[[ MATERIAL SHOWN open ]]
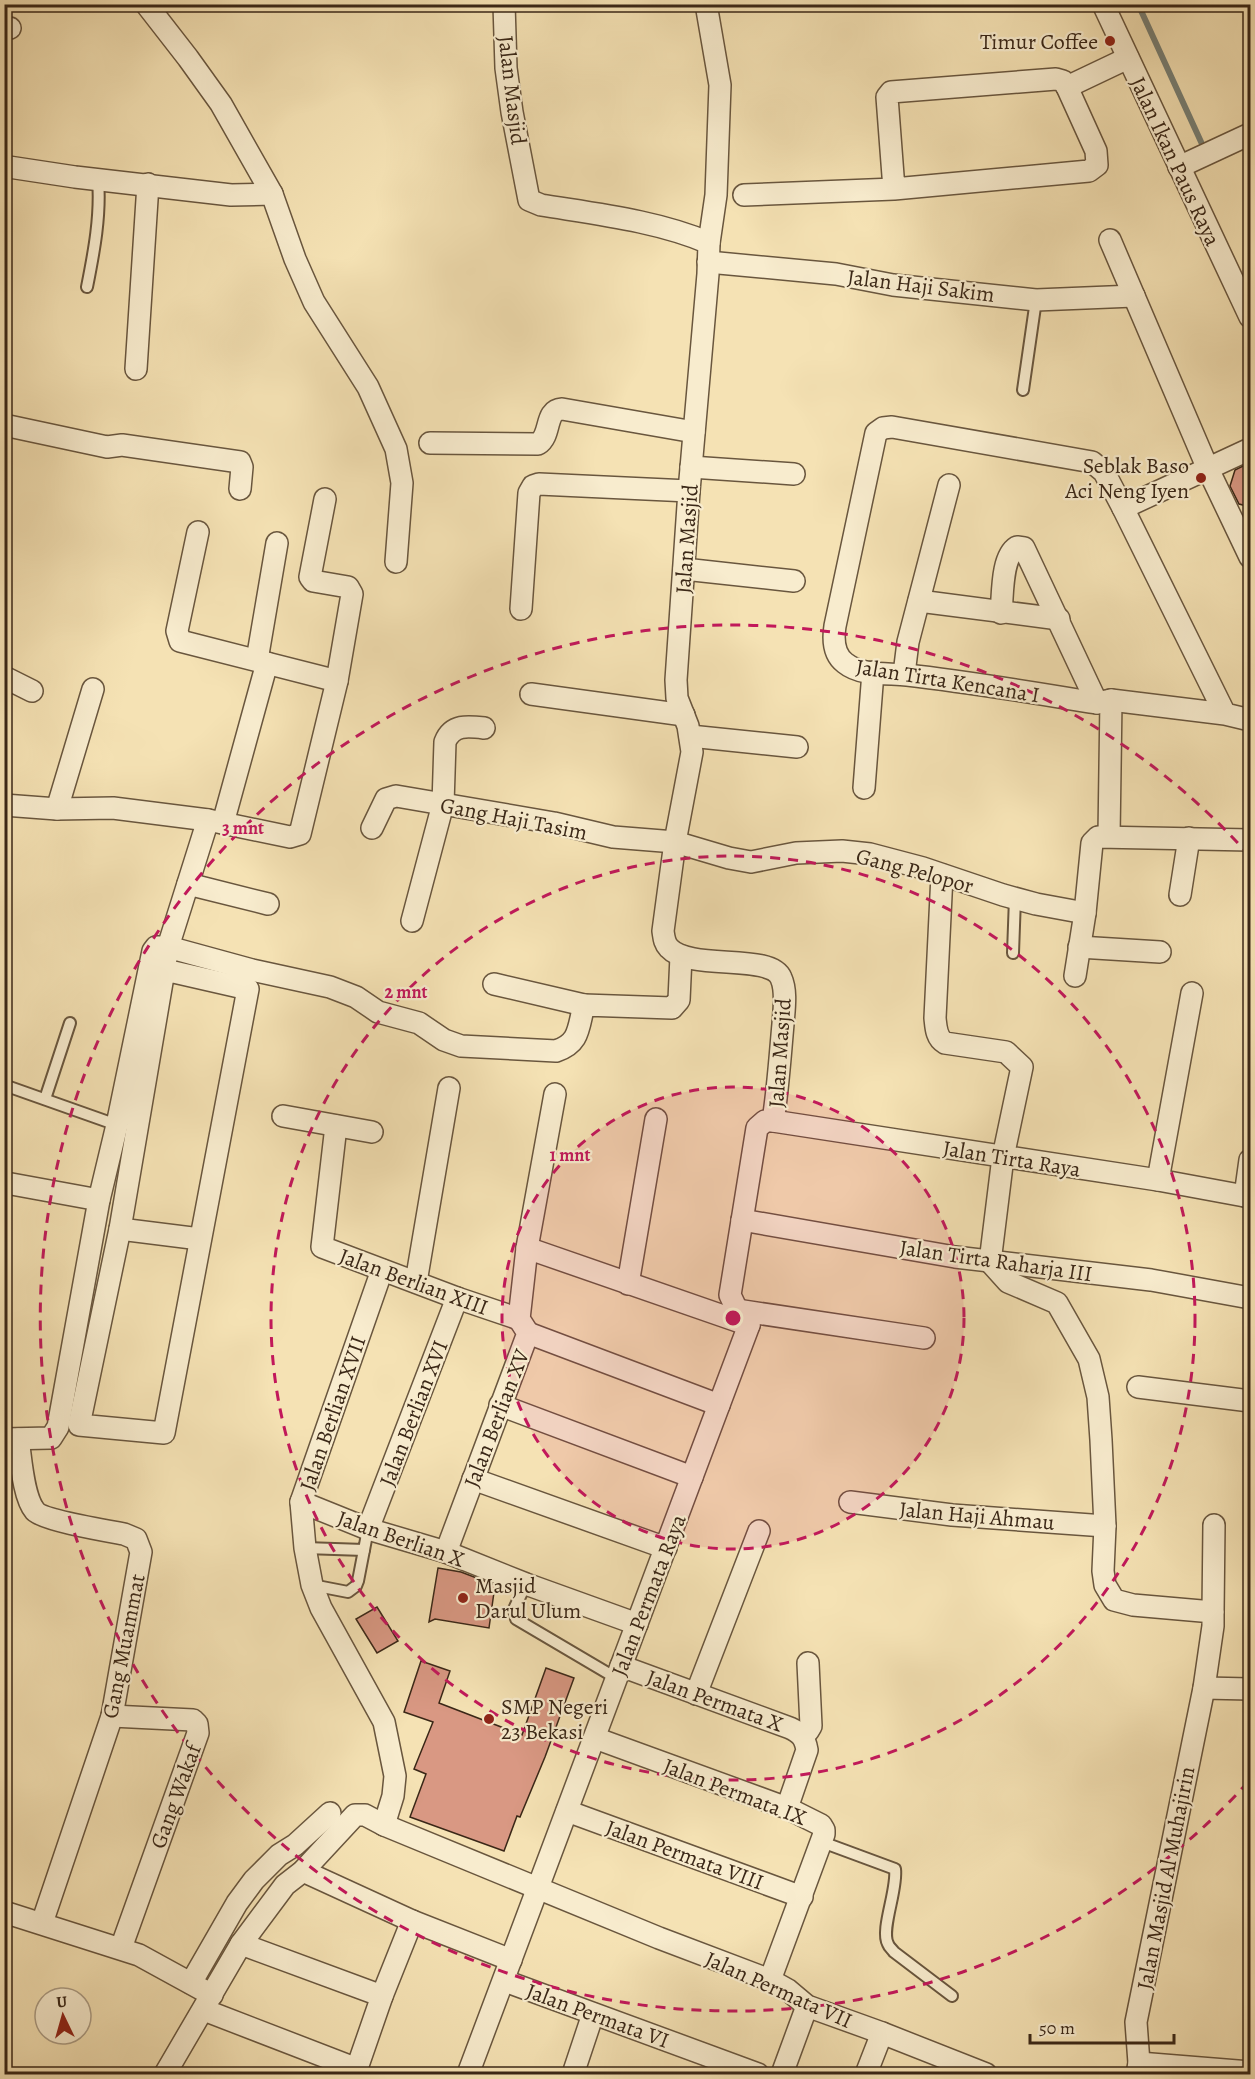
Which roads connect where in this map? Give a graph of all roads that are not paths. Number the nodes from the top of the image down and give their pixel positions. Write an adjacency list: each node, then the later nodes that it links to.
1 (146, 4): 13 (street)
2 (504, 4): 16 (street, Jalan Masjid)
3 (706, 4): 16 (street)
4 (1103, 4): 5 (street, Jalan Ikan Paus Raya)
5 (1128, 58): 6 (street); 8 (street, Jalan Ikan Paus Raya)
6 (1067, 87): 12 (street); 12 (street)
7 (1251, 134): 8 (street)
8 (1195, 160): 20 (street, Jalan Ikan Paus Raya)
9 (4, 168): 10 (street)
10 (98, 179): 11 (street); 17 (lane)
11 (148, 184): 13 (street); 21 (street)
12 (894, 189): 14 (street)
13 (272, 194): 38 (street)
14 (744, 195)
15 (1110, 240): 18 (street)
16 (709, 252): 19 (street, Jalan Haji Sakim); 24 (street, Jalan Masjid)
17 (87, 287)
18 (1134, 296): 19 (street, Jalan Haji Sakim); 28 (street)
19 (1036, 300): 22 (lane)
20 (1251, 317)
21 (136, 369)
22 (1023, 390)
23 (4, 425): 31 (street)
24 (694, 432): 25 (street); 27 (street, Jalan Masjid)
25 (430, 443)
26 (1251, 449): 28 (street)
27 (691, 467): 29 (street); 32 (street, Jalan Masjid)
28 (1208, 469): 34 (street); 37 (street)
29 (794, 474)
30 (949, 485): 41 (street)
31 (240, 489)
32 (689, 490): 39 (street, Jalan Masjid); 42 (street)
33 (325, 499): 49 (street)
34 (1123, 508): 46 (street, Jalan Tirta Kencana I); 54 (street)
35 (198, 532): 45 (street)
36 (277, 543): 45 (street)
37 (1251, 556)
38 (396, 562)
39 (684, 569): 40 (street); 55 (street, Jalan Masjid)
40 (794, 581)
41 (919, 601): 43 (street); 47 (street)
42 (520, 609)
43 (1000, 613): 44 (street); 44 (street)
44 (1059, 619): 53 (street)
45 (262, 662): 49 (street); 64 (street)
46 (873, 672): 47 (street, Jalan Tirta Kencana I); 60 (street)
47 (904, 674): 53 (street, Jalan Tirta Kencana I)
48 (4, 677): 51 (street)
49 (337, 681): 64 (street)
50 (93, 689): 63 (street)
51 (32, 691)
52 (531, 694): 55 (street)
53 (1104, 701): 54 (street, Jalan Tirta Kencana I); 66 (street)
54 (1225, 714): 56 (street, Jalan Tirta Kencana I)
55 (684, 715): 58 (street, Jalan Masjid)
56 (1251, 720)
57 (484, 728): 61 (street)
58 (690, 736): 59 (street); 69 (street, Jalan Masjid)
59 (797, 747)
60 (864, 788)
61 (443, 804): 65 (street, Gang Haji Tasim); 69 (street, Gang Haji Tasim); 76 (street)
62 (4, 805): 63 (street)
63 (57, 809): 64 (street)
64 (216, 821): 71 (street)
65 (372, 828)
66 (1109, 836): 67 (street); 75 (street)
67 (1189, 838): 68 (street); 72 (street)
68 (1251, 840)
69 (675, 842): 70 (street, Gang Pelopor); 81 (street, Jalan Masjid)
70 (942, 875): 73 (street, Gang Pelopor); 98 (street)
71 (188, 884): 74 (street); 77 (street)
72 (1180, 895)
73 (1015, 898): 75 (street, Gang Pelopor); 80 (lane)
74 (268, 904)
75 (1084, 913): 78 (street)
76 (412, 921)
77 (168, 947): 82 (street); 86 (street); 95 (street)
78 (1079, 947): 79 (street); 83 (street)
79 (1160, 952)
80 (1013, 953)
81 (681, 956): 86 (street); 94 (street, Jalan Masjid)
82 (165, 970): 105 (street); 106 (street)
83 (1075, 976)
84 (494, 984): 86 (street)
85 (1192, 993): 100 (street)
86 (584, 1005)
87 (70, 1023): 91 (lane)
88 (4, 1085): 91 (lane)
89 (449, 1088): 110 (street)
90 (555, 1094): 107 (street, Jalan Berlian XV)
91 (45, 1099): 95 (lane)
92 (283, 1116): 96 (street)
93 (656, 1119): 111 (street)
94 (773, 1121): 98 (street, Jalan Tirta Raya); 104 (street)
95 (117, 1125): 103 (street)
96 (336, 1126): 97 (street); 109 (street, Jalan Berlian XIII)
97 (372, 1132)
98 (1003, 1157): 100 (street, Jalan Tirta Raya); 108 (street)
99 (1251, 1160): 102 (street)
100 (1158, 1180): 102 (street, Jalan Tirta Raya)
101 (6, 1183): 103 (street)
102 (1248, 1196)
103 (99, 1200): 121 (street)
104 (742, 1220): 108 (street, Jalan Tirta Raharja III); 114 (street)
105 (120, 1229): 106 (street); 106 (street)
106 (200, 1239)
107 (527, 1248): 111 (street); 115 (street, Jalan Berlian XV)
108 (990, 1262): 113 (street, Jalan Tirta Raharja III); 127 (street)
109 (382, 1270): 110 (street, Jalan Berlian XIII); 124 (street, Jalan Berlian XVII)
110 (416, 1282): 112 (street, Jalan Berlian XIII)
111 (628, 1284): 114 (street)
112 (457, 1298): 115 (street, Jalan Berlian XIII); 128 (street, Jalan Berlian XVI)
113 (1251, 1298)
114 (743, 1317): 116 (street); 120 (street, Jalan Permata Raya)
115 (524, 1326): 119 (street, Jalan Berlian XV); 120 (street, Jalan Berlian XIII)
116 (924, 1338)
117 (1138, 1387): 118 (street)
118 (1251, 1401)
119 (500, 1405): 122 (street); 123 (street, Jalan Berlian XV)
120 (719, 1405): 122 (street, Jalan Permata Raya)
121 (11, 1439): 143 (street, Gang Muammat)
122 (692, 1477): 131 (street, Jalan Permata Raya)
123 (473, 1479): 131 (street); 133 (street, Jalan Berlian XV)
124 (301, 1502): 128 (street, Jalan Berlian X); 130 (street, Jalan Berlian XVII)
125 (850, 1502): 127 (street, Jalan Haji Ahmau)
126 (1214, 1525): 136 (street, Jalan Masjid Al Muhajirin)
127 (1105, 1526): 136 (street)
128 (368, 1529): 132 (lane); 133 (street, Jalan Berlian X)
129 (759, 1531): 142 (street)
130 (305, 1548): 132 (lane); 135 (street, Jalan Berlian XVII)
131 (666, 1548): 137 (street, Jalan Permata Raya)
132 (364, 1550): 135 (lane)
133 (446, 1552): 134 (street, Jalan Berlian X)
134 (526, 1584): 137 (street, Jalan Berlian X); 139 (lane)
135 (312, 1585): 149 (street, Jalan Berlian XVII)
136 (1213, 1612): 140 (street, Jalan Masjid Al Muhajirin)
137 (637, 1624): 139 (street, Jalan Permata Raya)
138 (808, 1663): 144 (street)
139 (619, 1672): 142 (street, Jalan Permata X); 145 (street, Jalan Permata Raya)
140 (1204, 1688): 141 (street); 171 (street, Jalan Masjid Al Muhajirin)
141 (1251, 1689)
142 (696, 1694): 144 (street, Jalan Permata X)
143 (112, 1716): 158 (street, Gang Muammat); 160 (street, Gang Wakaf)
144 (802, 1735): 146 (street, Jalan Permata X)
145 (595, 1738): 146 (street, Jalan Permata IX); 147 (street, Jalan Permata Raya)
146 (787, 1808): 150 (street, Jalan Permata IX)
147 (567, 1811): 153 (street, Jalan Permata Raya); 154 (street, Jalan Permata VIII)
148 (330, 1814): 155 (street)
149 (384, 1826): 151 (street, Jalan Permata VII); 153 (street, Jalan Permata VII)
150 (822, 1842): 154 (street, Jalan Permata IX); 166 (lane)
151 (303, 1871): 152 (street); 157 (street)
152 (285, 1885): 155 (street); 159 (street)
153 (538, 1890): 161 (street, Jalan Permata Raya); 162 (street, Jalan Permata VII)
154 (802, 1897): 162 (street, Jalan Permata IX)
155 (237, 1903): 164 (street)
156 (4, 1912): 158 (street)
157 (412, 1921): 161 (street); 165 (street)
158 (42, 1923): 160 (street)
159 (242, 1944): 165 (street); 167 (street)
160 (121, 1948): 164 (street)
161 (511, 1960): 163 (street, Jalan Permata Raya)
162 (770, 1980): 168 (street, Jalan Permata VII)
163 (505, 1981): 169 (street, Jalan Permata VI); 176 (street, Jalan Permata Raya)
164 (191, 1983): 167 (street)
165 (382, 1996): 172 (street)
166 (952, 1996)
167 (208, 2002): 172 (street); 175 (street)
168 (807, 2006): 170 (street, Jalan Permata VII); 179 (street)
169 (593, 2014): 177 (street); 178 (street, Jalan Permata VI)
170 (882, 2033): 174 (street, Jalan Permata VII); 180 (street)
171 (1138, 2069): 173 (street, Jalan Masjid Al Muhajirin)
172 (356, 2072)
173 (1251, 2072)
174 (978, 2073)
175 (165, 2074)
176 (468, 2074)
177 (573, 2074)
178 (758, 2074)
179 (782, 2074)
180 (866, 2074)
[[ MATERIAL SHOWN closed ]]
[[ MATERIAL SHOWN open ]]
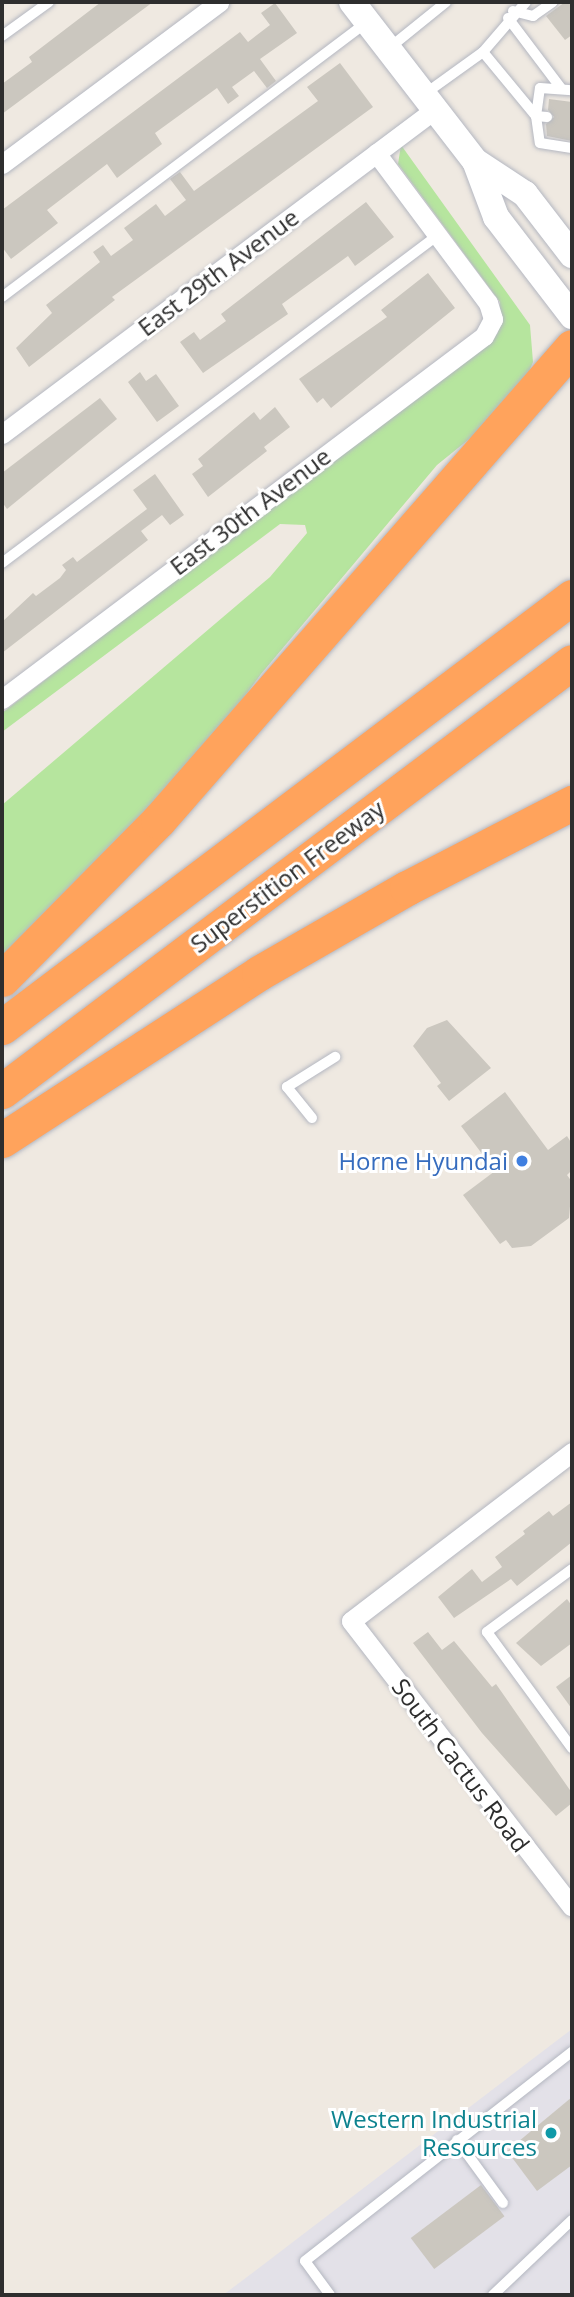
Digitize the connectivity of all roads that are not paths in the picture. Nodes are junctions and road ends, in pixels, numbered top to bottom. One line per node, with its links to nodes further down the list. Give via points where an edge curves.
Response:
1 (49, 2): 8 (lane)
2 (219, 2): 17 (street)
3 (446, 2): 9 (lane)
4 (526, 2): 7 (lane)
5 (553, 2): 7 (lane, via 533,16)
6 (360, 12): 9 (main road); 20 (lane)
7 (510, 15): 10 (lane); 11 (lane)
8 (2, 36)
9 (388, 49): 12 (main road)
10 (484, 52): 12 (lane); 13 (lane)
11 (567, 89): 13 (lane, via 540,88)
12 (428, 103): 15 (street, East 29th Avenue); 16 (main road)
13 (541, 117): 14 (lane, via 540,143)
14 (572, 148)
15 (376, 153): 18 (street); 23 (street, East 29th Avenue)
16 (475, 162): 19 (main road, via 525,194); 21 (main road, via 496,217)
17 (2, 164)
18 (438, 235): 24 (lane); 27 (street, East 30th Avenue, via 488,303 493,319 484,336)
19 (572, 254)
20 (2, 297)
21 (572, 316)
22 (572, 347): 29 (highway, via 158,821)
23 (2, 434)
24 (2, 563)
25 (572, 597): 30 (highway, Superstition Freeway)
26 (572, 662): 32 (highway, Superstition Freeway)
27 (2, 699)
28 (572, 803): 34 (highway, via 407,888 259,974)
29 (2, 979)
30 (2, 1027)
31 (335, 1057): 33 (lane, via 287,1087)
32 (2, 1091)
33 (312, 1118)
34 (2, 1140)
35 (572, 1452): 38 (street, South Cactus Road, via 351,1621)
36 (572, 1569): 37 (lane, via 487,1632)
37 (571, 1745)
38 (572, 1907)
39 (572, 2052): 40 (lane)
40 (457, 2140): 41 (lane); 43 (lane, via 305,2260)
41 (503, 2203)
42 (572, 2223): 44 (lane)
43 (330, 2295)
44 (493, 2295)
[[ MATERIAL SHOWN closed ]]
▶ _WHAT IS EXPECTED_
Identify each line in the records above that contains the word "Ikan", and copy it out in full.

▶ _RESULT BELOW_
4 (1103, 4): 5 (street, Jalan Ikan Paus Raya)
5 (1128, 58): 6 (street); 8 (street, Jalan Ikan Paus Raya)
8 (1195, 160): 20 (street, Jalan Ikan Paus Raya)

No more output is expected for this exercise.